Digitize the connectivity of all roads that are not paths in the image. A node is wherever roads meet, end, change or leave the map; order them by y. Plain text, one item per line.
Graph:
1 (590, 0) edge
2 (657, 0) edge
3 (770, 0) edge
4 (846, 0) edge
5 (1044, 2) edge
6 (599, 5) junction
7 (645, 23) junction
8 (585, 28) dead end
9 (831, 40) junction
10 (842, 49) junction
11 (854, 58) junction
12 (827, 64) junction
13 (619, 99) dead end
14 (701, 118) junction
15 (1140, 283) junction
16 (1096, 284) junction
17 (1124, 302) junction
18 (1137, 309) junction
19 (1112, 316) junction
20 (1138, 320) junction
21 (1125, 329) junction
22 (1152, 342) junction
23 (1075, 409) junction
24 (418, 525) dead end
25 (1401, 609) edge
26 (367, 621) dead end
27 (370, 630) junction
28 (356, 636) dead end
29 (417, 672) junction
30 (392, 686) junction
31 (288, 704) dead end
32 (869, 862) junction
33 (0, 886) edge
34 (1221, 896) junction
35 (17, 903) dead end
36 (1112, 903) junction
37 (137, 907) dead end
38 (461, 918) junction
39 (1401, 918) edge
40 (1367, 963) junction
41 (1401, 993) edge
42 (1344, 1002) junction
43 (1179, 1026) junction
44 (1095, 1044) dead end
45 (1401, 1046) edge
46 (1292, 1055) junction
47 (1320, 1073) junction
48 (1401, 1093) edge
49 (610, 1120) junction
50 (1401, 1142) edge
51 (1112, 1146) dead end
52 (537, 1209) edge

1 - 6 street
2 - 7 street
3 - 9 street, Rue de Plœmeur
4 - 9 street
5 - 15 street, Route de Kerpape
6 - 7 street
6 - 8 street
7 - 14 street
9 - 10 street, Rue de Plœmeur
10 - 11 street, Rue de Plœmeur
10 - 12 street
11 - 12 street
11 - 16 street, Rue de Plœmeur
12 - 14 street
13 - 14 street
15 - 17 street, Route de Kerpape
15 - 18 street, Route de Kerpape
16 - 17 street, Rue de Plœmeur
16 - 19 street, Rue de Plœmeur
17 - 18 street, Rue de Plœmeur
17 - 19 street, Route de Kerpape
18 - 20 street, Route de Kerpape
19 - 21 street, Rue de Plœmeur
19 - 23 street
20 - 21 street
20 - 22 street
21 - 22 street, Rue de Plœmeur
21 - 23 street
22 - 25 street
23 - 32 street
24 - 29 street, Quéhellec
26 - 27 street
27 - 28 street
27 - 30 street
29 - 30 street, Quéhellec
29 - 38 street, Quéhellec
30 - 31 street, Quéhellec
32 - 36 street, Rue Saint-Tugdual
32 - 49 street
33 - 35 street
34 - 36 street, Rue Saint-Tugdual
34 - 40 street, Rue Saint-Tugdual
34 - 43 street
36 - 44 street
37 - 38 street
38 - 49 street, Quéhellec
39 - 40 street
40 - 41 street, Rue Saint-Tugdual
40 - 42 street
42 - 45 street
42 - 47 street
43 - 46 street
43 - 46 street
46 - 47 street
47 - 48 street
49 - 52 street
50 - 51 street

———

Problem description: Return the whole listing, keeping each word as it stands.

Reply:
Digitize the connectivity of all roads that are not paths in the image. A node is wherever roads meet, end, change or leave the map; order them by y. Plain text, one item per line.
Graph:
1 (590, 0) edge
2 (657, 0) edge
3 (770, 0) edge
4 (846, 0) edge
5 (1044, 2) edge
6 (599, 5) junction
7 (645, 23) junction
8 (585, 28) dead end
9 (831, 40) junction
10 (842, 49) junction
11 (854, 58) junction
12 (827, 64) junction
13 (619, 99) dead end
14 (701, 118) junction
15 (1140, 283) junction
16 (1096, 284) junction
17 (1124, 302) junction
18 (1137, 309) junction
19 (1112, 316) junction
20 (1138, 320) junction
21 (1125, 329) junction
22 (1152, 342) junction
23 (1075, 409) junction
24 (418, 525) dead end
25 (1401, 609) edge
26 (367, 621) dead end
27 (370, 630) junction
28 (356, 636) dead end
29 (417, 672) junction
30 (392, 686) junction
31 (288, 704) dead end
32 (869, 862) junction
33 (0, 886) edge
34 (1221, 896) junction
35 (17, 903) dead end
36 (1112, 903) junction
37 (137, 907) dead end
38 (461, 918) junction
39 (1401, 918) edge
40 (1367, 963) junction
41 (1401, 993) edge
42 (1344, 1002) junction
43 (1179, 1026) junction
44 (1095, 1044) dead end
45 (1401, 1046) edge
46 (1292, 1055) junction
47 (1320, 1073) junction
48 (1401, 1093) edge
49 (610, 1120) junction
50 (1401, 1142) edge
51 (1112, 1146) dead end
52 (537, 1209) edge

1 - 6 street
2 - 7 street
3 - 9 street, Rue de Plœmeur
4 - 9 street
5 - 15 street, Route de Kerpape
6 - 7 street
6 - 8 street
7 - 14 street
9 - 10 street, Rue de Plœmeur
10 - 11 street, Rue de Plœmeur
10 - 12 street
11 - 12 street
11 - 16 street, Rue de Plœmeur
12 - 14 street
13 - 14 street
15 - 17 street, Route de Kerpape
15 - 18 street, Route de Kerpape
16 - 17 street, Rue de Plœmeur
16 - 19 street, Rue de Plœmeur
17 - 18 street, Rue de Plœmeur
17 - 19 street, Route de Kerpape
18 - 20 street, Route de Kerpape
19 - 21 street, Rue de Plœmeur
19 - 23 street
20 - 21 street
20 - 22 street
21 - 22 street, Rue de Plœmeur
21 - 23 street
22 - 25 street
23 - 32 street
24 - 29 street, Quéhellec
26 - 27 street
27 - 28 street
27 - 30 street
29 - 30 street, Quéhellec
29 - 38 street, Quéhellec
30 - 31 street, Quéhellec
32 - 36 street, Rue Saint-Tugdual
32 - 49 street
33 - 35 street
34 - 36 street, Rue Saint-Tugdual
34 - 40 street, Rue Saint-Tugdual
34 - 43 street
36 - 44 street
37 - 38 street
38 - 49 street, Quéhellec
39 - 40 street
40 - 41 street, Rue Saint-Tugdual
40 - 42 street
42 - 45 street
42 - 47 street
43 - 46 street
43 - 46 street
46 - 47 street
47 - 48 street
49 - 52 street
50 - 51 street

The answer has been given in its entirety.